*** Exercise input ***

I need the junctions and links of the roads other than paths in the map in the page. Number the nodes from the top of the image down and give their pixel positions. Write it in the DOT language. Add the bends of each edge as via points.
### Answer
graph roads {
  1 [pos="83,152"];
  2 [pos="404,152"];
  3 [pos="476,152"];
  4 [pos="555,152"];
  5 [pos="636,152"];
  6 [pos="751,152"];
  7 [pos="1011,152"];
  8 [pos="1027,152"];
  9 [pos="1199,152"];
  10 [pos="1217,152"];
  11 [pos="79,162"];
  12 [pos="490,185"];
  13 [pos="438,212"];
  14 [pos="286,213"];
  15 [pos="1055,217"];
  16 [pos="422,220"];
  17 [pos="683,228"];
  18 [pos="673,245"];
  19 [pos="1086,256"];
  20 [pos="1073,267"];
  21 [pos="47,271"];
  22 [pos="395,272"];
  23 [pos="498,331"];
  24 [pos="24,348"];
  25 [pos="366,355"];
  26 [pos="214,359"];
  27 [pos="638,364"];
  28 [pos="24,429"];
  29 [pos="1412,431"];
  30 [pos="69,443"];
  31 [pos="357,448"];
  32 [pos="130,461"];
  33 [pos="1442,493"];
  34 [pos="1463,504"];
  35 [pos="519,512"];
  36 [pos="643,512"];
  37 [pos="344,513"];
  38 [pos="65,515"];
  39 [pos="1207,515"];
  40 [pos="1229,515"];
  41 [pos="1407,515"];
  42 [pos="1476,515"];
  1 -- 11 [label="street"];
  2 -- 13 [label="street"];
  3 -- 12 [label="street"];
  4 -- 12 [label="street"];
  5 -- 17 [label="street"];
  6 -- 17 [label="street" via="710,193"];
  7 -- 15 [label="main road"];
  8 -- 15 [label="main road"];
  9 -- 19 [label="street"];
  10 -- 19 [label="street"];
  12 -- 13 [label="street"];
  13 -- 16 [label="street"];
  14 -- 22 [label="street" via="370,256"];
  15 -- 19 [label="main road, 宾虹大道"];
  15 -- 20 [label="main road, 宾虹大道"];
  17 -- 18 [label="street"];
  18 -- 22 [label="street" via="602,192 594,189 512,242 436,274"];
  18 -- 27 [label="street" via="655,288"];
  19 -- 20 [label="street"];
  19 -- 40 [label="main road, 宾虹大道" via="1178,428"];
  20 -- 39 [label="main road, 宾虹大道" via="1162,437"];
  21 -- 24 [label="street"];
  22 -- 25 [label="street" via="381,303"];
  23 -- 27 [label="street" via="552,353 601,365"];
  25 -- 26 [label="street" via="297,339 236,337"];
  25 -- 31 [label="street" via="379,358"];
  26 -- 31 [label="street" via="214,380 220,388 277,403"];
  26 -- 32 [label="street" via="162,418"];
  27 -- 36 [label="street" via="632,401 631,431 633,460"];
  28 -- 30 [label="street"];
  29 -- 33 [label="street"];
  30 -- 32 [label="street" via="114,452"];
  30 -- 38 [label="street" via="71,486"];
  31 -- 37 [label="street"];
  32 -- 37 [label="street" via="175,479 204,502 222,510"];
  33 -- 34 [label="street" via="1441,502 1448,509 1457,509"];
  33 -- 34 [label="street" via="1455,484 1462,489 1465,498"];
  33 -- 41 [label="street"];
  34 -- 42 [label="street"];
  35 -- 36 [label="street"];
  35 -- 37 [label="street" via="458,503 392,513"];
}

*** End of Exercise input ***

## Task:
The lines of the records that contain the string "roads" should be located and copied.

## Response for this exercise:
I need the junctions and links of the roads other than paths in the map in the page. Number the nodes from the top of the image down and give their pixel positions. Write it in the DOT language. Add the bends of each edge as via points.
graph roads {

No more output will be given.